But Illinois is just across the river. It's also the home of the local ABC affiliate. And growing up in the 1970's, watching sports on TV meant watching college football on Channel 3. Week after week, year after year, all we saw were the Illini and the rest of their Big 10 brethren. Other than the annual Oklahoma-Nebraska affair, Big 8 contests were as rare as quality non-conference opponents are to the Jayhawks.

So I guess it's a combination of geography and television. Whatever the reason, the motivation for this confessional comes after reading the early pre-game coverage of "Armageddon at Arrowhead" and the roots of the MU-KU rivalry.

On the western side of the state, it's abundantly clear they have a different take whenever these two schools get together. Passions still run high over events that took place long before the Tigers and Jayhawks ever met on the football field.

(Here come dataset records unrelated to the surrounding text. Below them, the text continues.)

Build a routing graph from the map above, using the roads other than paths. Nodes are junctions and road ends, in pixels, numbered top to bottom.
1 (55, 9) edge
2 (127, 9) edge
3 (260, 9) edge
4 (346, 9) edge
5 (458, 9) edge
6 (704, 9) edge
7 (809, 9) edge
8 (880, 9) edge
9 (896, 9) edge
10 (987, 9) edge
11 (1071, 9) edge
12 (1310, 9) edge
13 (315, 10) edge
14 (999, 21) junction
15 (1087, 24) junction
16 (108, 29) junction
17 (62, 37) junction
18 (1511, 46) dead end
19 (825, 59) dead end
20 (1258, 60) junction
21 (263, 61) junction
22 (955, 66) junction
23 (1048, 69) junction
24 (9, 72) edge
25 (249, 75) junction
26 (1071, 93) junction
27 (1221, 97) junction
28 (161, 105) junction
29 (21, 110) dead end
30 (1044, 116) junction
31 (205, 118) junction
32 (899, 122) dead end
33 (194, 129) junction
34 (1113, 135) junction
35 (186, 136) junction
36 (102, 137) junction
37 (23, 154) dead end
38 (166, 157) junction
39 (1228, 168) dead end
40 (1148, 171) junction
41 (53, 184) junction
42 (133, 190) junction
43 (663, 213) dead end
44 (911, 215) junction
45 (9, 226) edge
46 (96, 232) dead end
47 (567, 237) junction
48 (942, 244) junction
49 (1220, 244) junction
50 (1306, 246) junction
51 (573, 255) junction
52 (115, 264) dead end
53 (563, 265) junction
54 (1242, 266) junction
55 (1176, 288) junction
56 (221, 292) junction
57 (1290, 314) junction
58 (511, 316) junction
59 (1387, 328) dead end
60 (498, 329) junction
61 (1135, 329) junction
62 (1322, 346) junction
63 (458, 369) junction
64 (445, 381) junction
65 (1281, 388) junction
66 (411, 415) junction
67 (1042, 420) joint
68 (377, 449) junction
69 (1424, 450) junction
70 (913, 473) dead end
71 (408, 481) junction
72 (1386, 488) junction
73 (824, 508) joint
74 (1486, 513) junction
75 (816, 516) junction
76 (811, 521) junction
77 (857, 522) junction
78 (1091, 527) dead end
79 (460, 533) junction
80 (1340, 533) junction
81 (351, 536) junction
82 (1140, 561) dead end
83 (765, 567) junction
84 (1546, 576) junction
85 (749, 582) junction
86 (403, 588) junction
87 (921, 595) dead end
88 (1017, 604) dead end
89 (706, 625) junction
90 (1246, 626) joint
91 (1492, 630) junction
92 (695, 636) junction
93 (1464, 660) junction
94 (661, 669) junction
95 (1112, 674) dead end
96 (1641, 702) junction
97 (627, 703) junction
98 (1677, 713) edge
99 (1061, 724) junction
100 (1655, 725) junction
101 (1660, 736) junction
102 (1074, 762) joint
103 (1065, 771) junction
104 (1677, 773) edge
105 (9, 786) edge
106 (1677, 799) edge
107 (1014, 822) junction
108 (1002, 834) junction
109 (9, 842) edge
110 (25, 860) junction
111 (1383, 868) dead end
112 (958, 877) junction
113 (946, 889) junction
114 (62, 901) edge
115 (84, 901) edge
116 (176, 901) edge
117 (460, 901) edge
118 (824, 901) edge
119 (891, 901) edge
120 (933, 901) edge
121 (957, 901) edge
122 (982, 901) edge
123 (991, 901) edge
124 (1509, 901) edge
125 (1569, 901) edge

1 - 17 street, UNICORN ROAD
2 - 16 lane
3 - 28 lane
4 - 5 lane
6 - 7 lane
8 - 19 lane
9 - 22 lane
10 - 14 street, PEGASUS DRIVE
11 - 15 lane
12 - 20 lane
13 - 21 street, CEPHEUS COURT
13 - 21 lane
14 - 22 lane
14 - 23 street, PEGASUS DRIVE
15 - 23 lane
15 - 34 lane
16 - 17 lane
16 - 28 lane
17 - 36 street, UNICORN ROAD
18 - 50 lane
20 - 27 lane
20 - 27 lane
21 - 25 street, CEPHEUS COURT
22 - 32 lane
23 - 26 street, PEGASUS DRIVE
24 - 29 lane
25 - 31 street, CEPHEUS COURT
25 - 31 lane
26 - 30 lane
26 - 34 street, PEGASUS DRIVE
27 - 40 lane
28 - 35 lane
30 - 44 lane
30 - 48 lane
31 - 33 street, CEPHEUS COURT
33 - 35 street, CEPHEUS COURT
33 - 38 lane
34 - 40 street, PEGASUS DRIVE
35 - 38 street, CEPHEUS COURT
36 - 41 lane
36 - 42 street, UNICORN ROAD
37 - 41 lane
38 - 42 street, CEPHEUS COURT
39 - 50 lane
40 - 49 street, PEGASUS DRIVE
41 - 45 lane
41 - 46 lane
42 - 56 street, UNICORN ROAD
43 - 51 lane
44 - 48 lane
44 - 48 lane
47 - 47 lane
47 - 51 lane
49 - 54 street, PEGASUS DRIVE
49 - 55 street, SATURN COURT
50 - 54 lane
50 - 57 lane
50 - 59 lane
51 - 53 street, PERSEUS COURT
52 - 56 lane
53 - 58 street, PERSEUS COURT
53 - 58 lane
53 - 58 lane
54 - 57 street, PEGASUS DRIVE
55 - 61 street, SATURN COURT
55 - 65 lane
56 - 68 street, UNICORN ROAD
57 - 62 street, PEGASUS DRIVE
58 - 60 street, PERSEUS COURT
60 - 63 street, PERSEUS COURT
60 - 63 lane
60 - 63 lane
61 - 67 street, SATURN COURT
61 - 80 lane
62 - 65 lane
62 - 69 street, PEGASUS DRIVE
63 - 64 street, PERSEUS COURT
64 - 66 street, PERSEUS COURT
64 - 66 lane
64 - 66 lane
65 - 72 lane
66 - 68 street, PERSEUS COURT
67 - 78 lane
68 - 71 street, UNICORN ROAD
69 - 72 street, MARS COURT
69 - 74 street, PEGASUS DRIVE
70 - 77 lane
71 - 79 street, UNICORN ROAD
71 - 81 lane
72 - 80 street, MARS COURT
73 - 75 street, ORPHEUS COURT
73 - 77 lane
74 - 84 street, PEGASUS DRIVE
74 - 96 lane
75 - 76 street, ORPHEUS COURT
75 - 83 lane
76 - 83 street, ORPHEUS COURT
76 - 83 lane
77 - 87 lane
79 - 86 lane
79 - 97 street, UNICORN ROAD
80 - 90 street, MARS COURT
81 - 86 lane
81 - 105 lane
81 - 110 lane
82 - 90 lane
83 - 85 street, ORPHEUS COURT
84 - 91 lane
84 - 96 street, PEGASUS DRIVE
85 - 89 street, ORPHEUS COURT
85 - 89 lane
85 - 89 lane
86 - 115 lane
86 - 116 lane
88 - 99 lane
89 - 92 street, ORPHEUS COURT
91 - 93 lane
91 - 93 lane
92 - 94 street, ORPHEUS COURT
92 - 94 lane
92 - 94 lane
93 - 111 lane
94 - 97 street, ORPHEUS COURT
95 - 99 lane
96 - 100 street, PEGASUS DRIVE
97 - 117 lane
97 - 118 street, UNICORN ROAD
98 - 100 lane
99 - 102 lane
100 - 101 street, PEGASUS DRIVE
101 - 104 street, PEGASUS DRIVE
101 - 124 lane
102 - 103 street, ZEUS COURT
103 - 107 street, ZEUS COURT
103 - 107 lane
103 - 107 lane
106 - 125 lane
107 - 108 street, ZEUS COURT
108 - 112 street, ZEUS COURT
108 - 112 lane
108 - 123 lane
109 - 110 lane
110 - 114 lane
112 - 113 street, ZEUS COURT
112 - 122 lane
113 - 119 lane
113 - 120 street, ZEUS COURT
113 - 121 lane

The Wall Street Journal enters the fray with a front page piece in today's paper. ($) "As Showdown Looms, Kansas and Missouri Fans Re-Fight the Civil War," reads the subhead to the story.

Here's a snippet of what they're talking about.

Evidence that the feud is ongoing can be seen on the back of Dave Hickerson, a Missouri fan who this weekend chomped a cigar in a Kansas City bar called the Velvet Dog.

He sported a University of Missouri football jersey that bore the name not of Chase Daniel, the team's spectacular quarterback. Rather it said Quantrill. A Missouri hero and Kansas villain, William Quantrill led a Rebel guerrilla unit that in 1863 burned and pillaged Lawrence, home of the University of Kansas, in the process slaughtering about 150 people, including children.

"I don't think there's anything redeeming to be said about [the jersey] except that it" angers Kansans, says Mr. Hickerson.

But Kansans have their own T-shirt that they hope will offend Missourians. The shirt says: "Kansas: Keeping America safe from Missouri since 1854." The shirt features a drawing of abolitionist John Brown, who before his famous raid on Harpers Ferry led murderous raids against farms and families in pro-slavery Missouri. "They're the slave state. We're the Free State. Look who won out in the end," says Heather Knox, a 25-year-old accountant and Kansas alumna who lives in Kansas City, Mo.

The story goes on to quote former Missouri Tiger and Sikeston native Brandon Barnes who wonders whether Tigers fans are "hating the Jayhawkers for something I might celebrate."

Brandon's right, of course. I'm not sure how Missouri fans plan to endear themselves to a national television audience or to African-American recruits by invoking memories of slavery or William Quantrill.

And besides, there are plenty of ways to poke fun of the 2007 Jayhawks without having to resort to historical mudslinging.

Hear the one about KU coach Mark Mangino?

Lost near Kansas City, Mangino stops in a gas station and asks if anyone can tell him how to get to 435. "Yeah," a clerk says, "skip a few meals."

That's more like it! I can' think of anything that would make a coach want to skip a few meals more than a loss - especially one that ruins an undefeated season and a chance at a national title.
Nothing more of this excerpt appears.